The Mandala of the Two Realms (Traditional Chinese: 両界曼荼羅; Pinyin: Liǎngjiè màntúluó; Rōmaji: Ryōkai mandara), also known as the Mandala of the Two Divisions (Traditional Chinese: 両部曼荼羅; Pinyin: Liǎngbù màntúluó; Rōmaji: Ryōbu mandara), is a set of two mandalas depicting both the Five Wisdom Buddhas of the Diamond Realm as well as the Five Wisdom Kings of the Womb Realm. The number of deities arranged around the cores varies, but may range as high as 414.

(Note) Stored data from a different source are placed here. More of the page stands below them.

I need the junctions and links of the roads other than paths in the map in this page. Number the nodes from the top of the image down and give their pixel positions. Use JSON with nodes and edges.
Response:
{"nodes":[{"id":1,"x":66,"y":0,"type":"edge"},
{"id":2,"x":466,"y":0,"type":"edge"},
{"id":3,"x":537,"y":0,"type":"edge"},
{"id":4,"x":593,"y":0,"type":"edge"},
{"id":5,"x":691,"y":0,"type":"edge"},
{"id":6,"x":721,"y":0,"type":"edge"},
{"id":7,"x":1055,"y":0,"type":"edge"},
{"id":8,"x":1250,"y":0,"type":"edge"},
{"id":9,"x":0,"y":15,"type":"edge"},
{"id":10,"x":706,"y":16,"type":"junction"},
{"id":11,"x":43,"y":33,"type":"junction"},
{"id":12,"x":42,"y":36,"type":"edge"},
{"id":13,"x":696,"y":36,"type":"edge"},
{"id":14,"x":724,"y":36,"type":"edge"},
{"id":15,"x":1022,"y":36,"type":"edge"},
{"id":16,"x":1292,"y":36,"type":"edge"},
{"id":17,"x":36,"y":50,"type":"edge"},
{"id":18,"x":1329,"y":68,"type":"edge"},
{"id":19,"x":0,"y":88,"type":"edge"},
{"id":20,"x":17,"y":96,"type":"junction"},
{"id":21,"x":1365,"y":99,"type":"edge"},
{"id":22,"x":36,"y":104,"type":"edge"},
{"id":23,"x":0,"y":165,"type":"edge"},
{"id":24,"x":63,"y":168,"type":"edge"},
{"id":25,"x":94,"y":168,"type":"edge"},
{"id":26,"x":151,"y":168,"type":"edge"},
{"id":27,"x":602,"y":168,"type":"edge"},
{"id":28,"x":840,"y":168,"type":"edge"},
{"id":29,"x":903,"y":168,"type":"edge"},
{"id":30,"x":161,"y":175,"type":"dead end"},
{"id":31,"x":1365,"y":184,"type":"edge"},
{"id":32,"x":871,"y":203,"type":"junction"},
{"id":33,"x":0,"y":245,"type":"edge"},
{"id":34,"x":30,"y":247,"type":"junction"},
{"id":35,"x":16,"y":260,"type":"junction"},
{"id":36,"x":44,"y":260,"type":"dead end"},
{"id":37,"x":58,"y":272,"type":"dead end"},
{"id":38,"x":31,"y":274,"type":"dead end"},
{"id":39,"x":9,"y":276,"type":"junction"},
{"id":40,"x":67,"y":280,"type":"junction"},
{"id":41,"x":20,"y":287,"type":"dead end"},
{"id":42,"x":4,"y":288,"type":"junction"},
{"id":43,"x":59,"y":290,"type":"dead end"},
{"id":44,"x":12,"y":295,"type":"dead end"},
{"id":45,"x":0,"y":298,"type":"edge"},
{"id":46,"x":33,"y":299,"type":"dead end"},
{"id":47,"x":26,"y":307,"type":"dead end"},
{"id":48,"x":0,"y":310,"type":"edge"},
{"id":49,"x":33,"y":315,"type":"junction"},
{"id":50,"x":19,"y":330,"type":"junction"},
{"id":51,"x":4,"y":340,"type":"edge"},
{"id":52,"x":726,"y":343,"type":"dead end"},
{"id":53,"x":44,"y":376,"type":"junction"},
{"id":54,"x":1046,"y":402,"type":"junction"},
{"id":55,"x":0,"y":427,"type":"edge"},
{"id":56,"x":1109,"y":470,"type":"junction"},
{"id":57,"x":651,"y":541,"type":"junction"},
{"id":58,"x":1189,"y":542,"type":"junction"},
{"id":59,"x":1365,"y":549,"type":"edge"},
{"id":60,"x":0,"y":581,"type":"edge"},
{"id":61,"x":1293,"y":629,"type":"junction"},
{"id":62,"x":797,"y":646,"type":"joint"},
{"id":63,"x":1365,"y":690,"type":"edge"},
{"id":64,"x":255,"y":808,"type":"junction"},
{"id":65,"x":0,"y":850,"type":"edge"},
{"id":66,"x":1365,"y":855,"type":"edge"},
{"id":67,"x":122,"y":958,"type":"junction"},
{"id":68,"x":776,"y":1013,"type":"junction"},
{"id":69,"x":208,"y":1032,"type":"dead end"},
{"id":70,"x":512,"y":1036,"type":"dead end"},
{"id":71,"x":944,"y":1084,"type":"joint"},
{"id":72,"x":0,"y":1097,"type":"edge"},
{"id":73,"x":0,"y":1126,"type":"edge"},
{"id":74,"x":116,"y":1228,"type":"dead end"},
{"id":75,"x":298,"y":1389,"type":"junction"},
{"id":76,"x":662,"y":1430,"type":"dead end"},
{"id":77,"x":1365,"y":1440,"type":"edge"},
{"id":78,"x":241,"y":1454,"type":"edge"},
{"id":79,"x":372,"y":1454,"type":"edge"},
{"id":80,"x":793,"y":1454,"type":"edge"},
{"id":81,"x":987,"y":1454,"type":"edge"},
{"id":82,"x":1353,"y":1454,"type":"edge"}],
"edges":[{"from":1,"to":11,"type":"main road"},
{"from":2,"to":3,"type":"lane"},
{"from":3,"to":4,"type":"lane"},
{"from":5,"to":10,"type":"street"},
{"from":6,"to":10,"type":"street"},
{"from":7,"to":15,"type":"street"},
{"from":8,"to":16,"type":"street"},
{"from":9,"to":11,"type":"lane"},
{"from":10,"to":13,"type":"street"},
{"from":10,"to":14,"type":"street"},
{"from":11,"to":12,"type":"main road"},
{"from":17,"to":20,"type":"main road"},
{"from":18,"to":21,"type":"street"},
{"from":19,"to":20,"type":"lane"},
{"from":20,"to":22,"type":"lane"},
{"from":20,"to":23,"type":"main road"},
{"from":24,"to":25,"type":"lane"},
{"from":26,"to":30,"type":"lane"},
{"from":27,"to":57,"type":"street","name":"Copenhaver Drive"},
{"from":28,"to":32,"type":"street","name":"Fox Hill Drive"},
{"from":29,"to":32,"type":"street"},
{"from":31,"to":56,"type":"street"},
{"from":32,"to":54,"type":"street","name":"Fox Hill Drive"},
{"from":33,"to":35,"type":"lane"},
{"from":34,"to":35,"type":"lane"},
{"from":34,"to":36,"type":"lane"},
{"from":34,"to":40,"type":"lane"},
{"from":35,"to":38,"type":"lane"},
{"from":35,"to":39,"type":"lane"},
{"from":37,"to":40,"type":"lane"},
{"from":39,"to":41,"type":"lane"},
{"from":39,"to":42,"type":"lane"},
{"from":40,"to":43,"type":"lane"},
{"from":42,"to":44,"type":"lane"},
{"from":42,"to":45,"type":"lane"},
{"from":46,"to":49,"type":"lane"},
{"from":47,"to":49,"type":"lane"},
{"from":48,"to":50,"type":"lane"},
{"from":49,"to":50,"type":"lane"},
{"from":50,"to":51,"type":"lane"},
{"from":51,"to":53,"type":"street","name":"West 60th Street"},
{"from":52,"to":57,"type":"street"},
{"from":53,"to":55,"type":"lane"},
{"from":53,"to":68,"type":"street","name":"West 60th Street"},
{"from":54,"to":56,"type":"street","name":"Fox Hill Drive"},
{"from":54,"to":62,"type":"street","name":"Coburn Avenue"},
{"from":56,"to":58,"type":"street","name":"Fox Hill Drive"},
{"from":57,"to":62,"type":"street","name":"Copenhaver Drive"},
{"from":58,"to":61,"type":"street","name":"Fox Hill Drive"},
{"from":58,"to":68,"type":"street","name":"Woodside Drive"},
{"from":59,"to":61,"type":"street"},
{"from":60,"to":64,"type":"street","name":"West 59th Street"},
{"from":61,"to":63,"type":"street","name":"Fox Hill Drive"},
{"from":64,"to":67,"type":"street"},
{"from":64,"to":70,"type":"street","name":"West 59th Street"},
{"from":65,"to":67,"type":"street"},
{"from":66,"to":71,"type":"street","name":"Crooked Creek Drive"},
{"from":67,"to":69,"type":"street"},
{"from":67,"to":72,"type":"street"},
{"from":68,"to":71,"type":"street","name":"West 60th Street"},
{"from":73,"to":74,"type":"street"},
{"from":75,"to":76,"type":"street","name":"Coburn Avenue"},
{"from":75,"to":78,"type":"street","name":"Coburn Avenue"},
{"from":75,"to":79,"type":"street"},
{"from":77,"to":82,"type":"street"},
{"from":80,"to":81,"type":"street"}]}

The Diamond Realm represents the unchanging cosmic principle of the Buddha, while the Womb Realm depicts the active, physical manifestation of Buddha in the natural world.  The mandalas are thus considered a compact expression of the entirety of the Dharma in Mahayana Buddhism, and form the root of the Vajrayana teachings. Chinese Tangmi and Japanese Shingon and Tendai temples, in particular, often prominently display the Mandalas of the Two Realms mounted at right angles to the image platform on the central altar.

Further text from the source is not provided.